Even assuming total efficiency of recycling organic matter and water from feces and urine, the problem is eventually the food will run out of stored energy because there is no external source of energy to catalyze the conversion of carbon dioxide and water to sugars. On Earth there is an external energy supply in the form of the Sun, but this may not be available in sufficient amounts, especially in deep space. You are constantly losing energy from the system due to heat output from human bodies. Most of the space travel technology we have now depends on rationed food and capturing CO2 via artificial methods such as zeolite rather than creating a true closed ecosystem.

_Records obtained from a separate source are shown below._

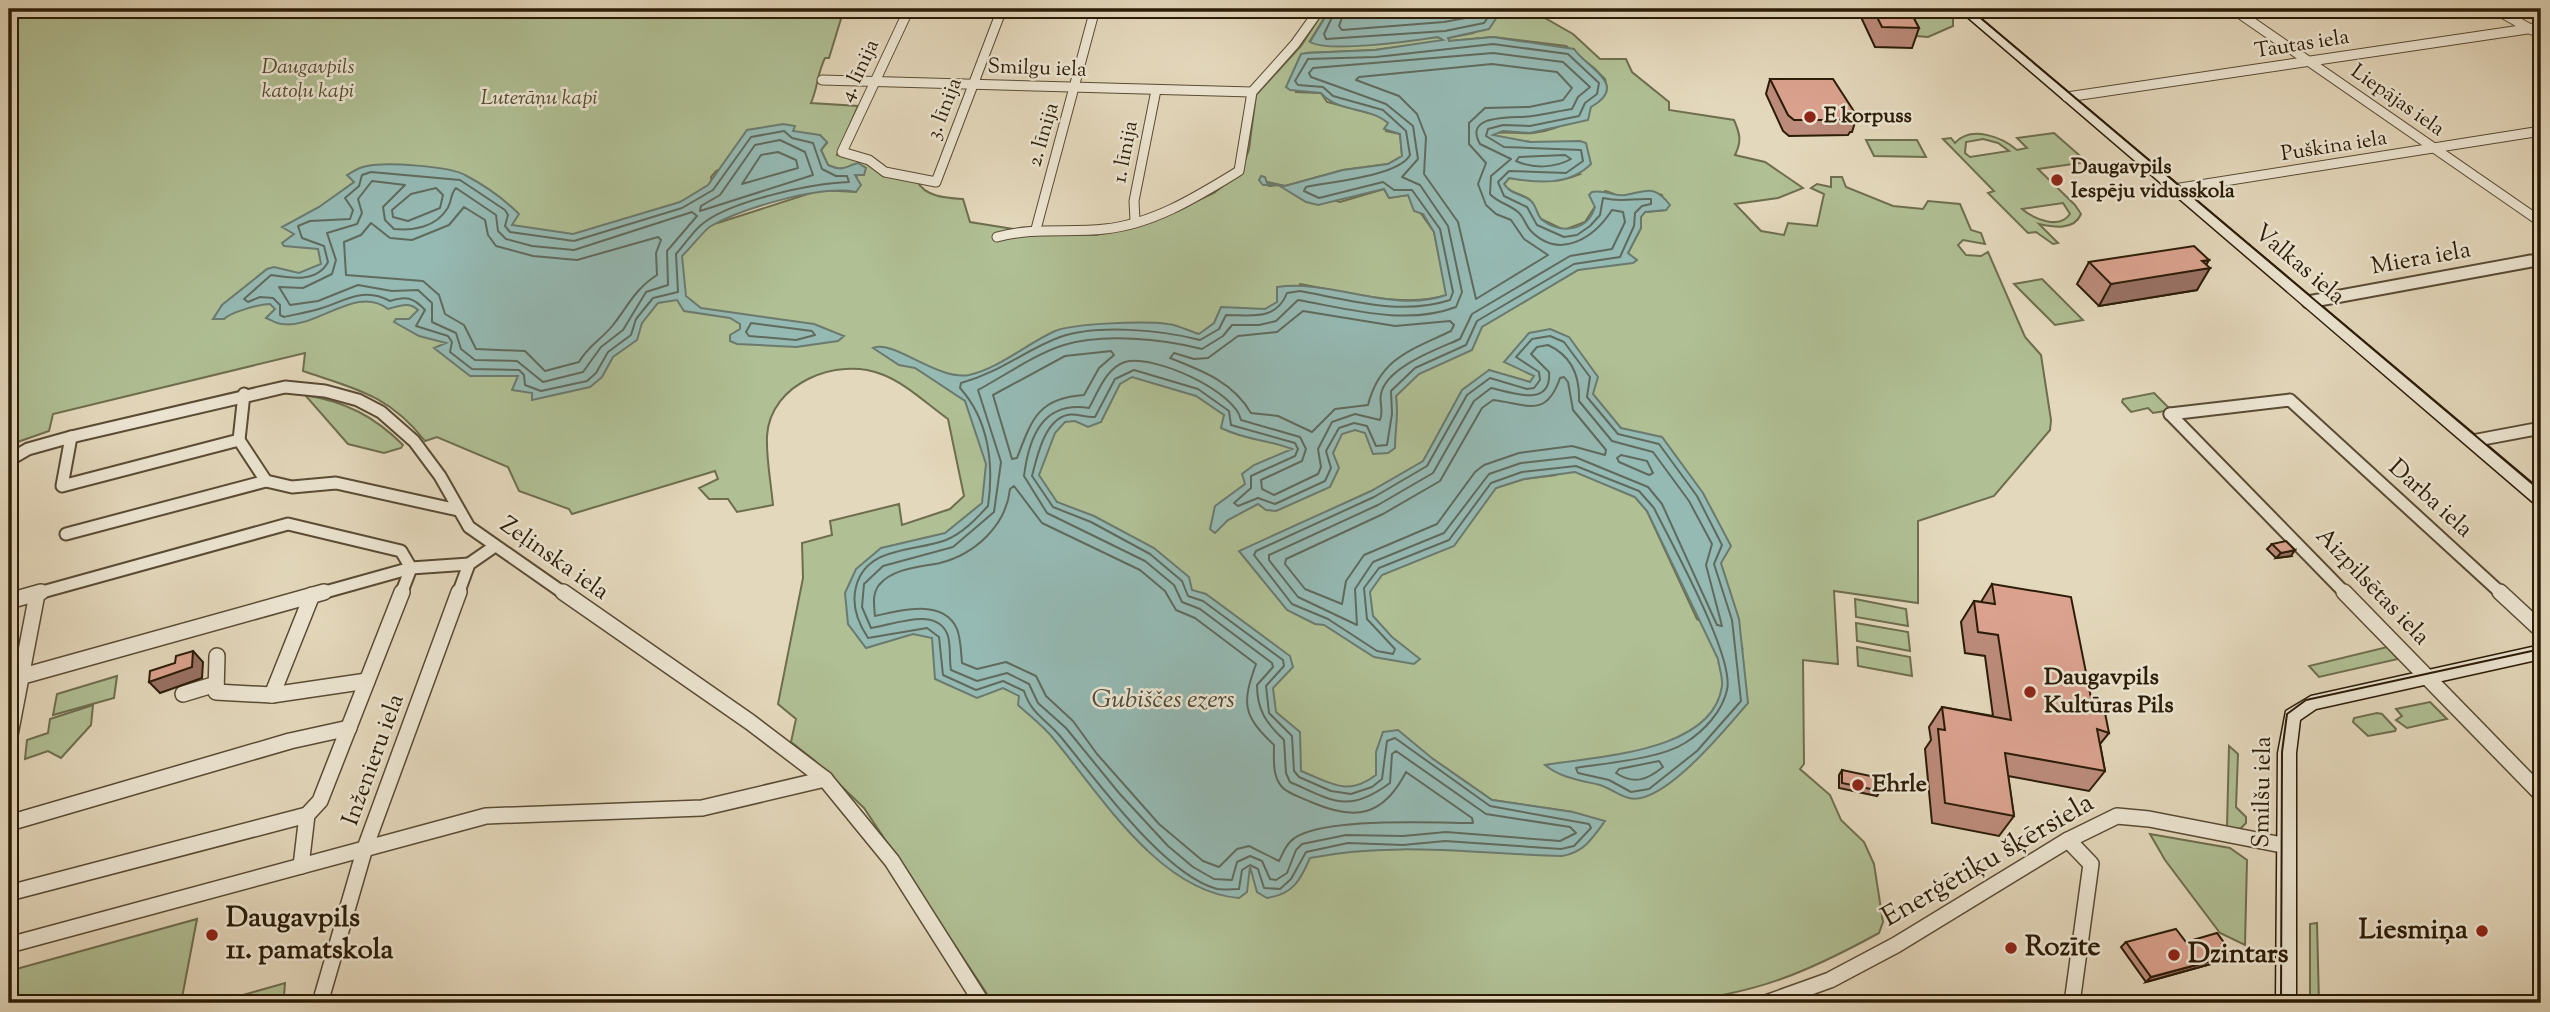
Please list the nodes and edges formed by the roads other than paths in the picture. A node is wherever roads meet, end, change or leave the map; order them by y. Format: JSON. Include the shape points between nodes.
{"nodes":[{"id":1,"x":909,"y":9,"type":"edge"},
{"id":2,"x":1002,"y":9,"type":"edge"},
{"id":3,"x":1095,"y":9,"type":"edge"},
{"id":4,"x":1321,"y":9,"type":"edge"},
{"id":5,"x":1963,"y":9,"type":"edge"},
{"id":6,"x":2233,"y":9,"type":"edge"},
{"id":7,"x":2495,"y":9,"type":"edge"},
{"id":8,"x":2541,"y":27,"type":"edge"},
{"id":9,"x":2530,"y":29,"type":"junction"},
{"id":10,"x":2541,"y":35,"type":"edge"},
{"id":11,"x":2310,"y":62,"type":"junction"},
{"id":12,"x":822,"y":80,"type":"dead end"},
{"id":13,"x":875,"y":81,"type":"junction"},
{"id":14,"x":973,"y":84,"type":"junction"},
{"id":15,"x":1075,"y":88,"type":"junction"},
{"id":16,"x":1156,"y":90,"type":"junction"},
{"id":17,"x":1252,"y":92,"type":"junction"},
{"id":18,"x":2067,"y":97,"type":"junction"},
{"id":19,"x":2541,"y":131,"type":"edge"},
{"id":20,"x":843,"y":148,"type":"joint"},
{"id":21,"x":2434,"y":148,"type":"junction"},
{"id":22,"x":2174,"y":189,"type":"junction"},
{"id":23,"x":1135,"y":221,"type":"junction"},
{"id":24,"x":2541,"y":222,"type":"edge"},
{"id":25,"x":1036,"y":229,"type":"junction"},
{"id":26,"x":997,"y":237,"type":"dead end"},
{"id":27,"x":2541,"y":259,"type":"edge"},
{"id":28,"x":2308,"y":302,"type":"junction"},
{"id":29,"x":244,"y":394,"type":"junction"},
{"id":30,"x":2170,"y":414,"type":"joint"},
{"id":31,"x":2541,"y":428,"type":"edge"},
{"id":32,"x":71,"y":437,"type":"junction"},
{"id":33,"x":239,"y":440,"type":"junction"},
{"id":34,"x":2472,"y":441,"type":"junction"},
{"id":35,"x":9,"y":460,"type":"edge"},
{"id":36,"x":266,"y":481,"type":"junction"},
{"id":37,"x":2541,"y":500,"type":"edge"},
{"id":38,"x":458,"y":510,"type":"junction"},
{"id":39,"x":65,"y":534,"type":"dead end"},
{"id":40,"x":495,"y":546,"type":"junction"},
{"id":41,"x":469,"y":564,"type":"junction"},
{"id":42,"x":411,"y":568,"type":"junction"},
{"id":43,"x":37,"y":594,"type":"junction"},
{"id":44,"x":312,"y":595,"type":"junction"},
{"id":45,"x":9,"y":601,"type":"edge"},
{"id":46,"x":2541,"y":630,"type":"edge"},
{"id":47,"x":2541,"y":652,"type":"edge"},
{"id":48,"x":217,"y":656,"type":"dead end"},
{"id":49,"x":23,"y":676,"type":"junction"},
{"id":50,"x":2428,"y":677,"type":"junction"},
{"id":51,"x":367,"y":681,"type":"junction"},
{"id":52,"x":216,"y":684,"type":"junction"},
{"id":53,"x":183,"y":694,"type":"dead end"},
{"id":54,"x":272,"y":695,"type":"junction"},
{"id":55,"x":349,"y":728,"type":"junction"},
{"id":56,"x":9,"y":740,"type":"edge"},
{"id":57,"x":825,"y":779,"type":"junction"},
{"id":58,"x":2541,"y":794,"type":"edge"},
{"id":59,"x":307,"y":815,"type":"junction"},
{"id":60,"x":9,"y":822,"type":"edge"},
{"id":61,"x":2068,"y":840,"type":"junction"},
{"id":62,"x":2287,"y":846,"type":"junction"},
{"id":63,"x":365,"y":848,"type":"junction"},
{"id":64,"x":301,"y":866,"type":"junction"},
{"id":65,"x":9,"y":893,"type":"edge"},
{"id":66,"x":9,"y":945,"type":"edge"},
{"id":67,"x":2076,"y":999,"type":"edge"},
{"id":68,"x":320,"y":1003,"type":"edge"},
{"id":69,"x":982,"y":1003,"type":"edge"},
{"id":70,"x":1766,"y":1003,"type":"edge"},
{"id":71,"x":2286,"y":1003,"type":"edge"}],
"edges":[{"from":1,"to":13,"type":"street","name":"4. līnija"},
{"from":2,"to":14,"type":"street","name":"3. līnija"},
{"from":3,"to":15,"type":"street","name":"2. līnija"},
{"from":4,"to":17,"type":"street"},
{"from":5,"to":18,"type":"street","name":"Valkas iela"},
{"from":6,"to":11,"type":"street","name":"Liepājas iela"},
{"from":7,"to":9,"type":"street"},
{"from":8,"to":9,"type":"street","name":"Tautas iela"},
{"from":9,"to":10,"type":"street"},
{"from":9,"to":11,"type":"street","name":"Tautas iela"},
{"from":11,"to":18,"type":"street","name":"Tautas iela"},
{"from":11,"to":21,"type":"street","name":"Liepājas iela"},
{"from":12,"to":13,"type":"street","name":"Smilgu iela"},
{"from":13,"to":14,"type":"street","name":"Smilgu iela"},
{"from":13,"to":20,"type":"street","name":"4. līnija"},
{"from":14,"to":15,"type":"street","name":"Smilgu iela"},
{"from":14,"to":20,"type":"street","name":"3. līnija","via":[[936,182],[885,172],[869,160],[848,156]]},
{"from":15,"to":16,"type":"street","name":"Smilgu iela"},
{"from":15,"to":25,"type":"street","name":"2. līnija"},
{"from":16,"to":17,"type":"street","name":"Smilgu iela"},
{"from":16,"to":23,"type":"street","name":"1. līnija","via":[[1134,201]]},
{"from":17,"to":23,"type":"street","via":[[1240,171],[1182,205]]},
{"from":18,"to":22,"type":"street","name":"Valkas iela"},
{"from":19,"to":21,"type":"street","name":"Puškina iela"},
{"from":21,"to":22,"type":"street","name":"Puškina iela"},
{"from":21,"to":24,"type":"street","name":"Liepājas iela"},
{"from":22,"to":28,"type":"street","name":"Valkas iela"},
{"from":23,"to":25,"type":"street","via":[[1110,229]]},
{"from":25,"to":26,"type":"street"},
{"from":27,"to":28,"type":"street","name":"Miera iela"},
{"from":28,"to":34,"type":"street","name":"Valkas iela"},
{"from":29,"to":32,"type":"street","name":"Zeļinska iela"},
{"from":29,"to":33,"type":"street"},
{"from":29,"to":38,"type":"street","name":"Zeļinska iela","via":[[295,387],[358,400],[381,412],[414,441]]},
{"from":30,"to":46,"type":"street","name":"Darba iela","via":[[2290,400]]},
{"from":30,"to":50,"type":"street","name":"Aizpilsētas iela"},
{"from":31,"to":34,"type":"street"},
{"from":32,"to":33,"type":"street","via":[[62,486]]},
{"from":32,"to":35,"type":"street","name":"Zeļinska iela","via":[[28,449]]},
{"from":33,"to":36,"type":"street"},
{"from":34,"to":37,"type":"street","name":"Valkas iela"},
{"from":36,"to":38,"type":"street","via":[[292,487],[336,483]]},
{"from":36,"to":39,"type":"street"},
{"from":38,"to":40,"type":"street","name":"Zeļinska iela","via":[[469,527]]},
{"from":40,"to":41,"type":"street"},
{"from":40,"to":57,"type":"street","name":"Zeļinska iela"},
{"from":41,"to":42,"type":"street"},
{"from":41,"to":63,"type":"street","name":"Inženieru iela"},
{"from":42,"to":43,"type":"street","via":[[401,551],[288,524]]},
{"from":42,"to":44,"type":"street"},
{"from":42,"to":51,"type":"street"},
{"from":43,"to":45,"type":"street"},
{"from":43,"to":49,"type":"street"},
{"from":44,"to":49,"type":"street"},
{"from":44,"to":54,"type":"street"},
{"from":47,"to":50,"type":"street","name":"Smilšu iela"},
{"from":48,"to":52,"type":"street"},
{"from":49,"to":56,"type":"street"},
{"from":50,"to":58,"type":"street","name":"Aizpilsētas iela"},
{"from":50,"to":62,"type":"street","name":"Smilšu iela","via":[[2311,703],[2292,716],[2287,753]]},
{"from":51,"to":54,"type":"street"},
{"from":51,"to":55,"type":"street"},
{"from":52,"to":53,"type":"street"},
{"from":52,"to":54,"type":"street","via":[[216,692]]},
{"from":55,"to":59,"type":"street","via":[[320,801]]},
{"from":55,"to":60,"type":"street"},
{"from":57,"to":63,"type":"street","via":[[702,808],[486,816]]},
{"from":57,"to":69,"type":"street","name":"Zeļinska iela","via":[[892,861]]},
{"from":59,"to":64,"type":"street"},
{"from":59,"to":65,"type":"street"},
{"from":61,"to":62,"type":"street","name":"Enerģētiķu šķērsiela","via":[[2118,816]]},
{"from":61,"to":67,"type":"street","via":[[2091,864]]},
{"from":61,"to":70,"type":"street","name":"Enerģētiķu šķērsiela","via":[[1896,945],[1830,980]]},
{"from":62,"to":71,"type":"street","name":"Smilšu iela"},
{"from":63,"to":64,"type":"street"},
{"from":63,"to":68,"type":"street","name":"Inženieru iela"},
{"from":64,"to":66,"type":"street"}]}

On top of that, we are rapidly finding that most planets have some really funky geochemistry that make them untenable for colonization. Mars is often cited as difficult to colonize because it has little atmosphere and no magnetosphere. What is becoming more apparent is that the Martian soil is actually toxic to Earth life due to lethal levels of perchlorates, so even if one were to create a totally enclosed bubble on the Martian surface it wouldn't be possible to grow food. So one would have to bring soil from Earth as well as water and the proper atmosphere. The expenses of maintaining a Martian outpost would be astronomical.

On top of that, there are a number of problems with human physiology that make us very unsuited for space travel. Such as the bone loss issue, even with copious exercise astronauts frequently lose non-trivial amounts of bone mass while in space, and they never get it back. Other concerns include the negative psychological effects of long-term isolation or confinement, or what long-term exposure to radiation might do in deep space where you only have a small thickness of metal to protect you from radiation exposure. If humanity is going to travel to space, they would only do so via such copious degrees of genetic engineering that they wouldn't be Homo sapiens to begin with, physiologically and possibly even psychologically.

It might be possible to land humans on the Moon, Mars, or even extrasolar planets using a sleeper ship, but maintaining an active colony there would be extremely expensive, next to impossible, and provide next to no benefit to whatever society decided to send a mission. Even the whole "Noah's Ark" argument, that humanity or a group of humans should set up a colony elsewhere to avoid extinction or preservation of their culture (i.e., the Puritan argument), would be completely stymied by the fact that even planets with life would likely be incompatible with human biochemistry at best.

Answer 4

I understand that your question is for today's capabilities but a ship would travel for long distances needing to repair part and upgrade along the way.

Even if a ship is limited to the knowledge and capabilities of those and the technology on the ship and limited by their slow speed of travel, information from other colonies is only limited by light speed, so they can be updated on new ways to increase their performance.

This goes against your question, so I only put this out as extra information but it is futile with our current technology to expect to reach anywhere past our local stars without major damage or wear and tear to the ship and the need to fix parts or replace parts. By that time a ship which had left 50 years after yours with more advanced technology could have caught up and passed you.

So I suggest thinking about leaving to create outposts and thinking about how the future will involve AI bodies and minds, ones that can be sent on tiny pea sized ships that can be propelled close to the speed of light, meaning those AI minds can reach at least 2 billion light years away and upon reaching the giant superclusters like Horologium-Reticulum and beyond the Great Sloan Wall they can have mechanical bodies built for those minds that have been sent.

Not the answer you were after but an option to consider when thinking about the future of human capabilities with technology and the very furthest distances in the universe that could be reached.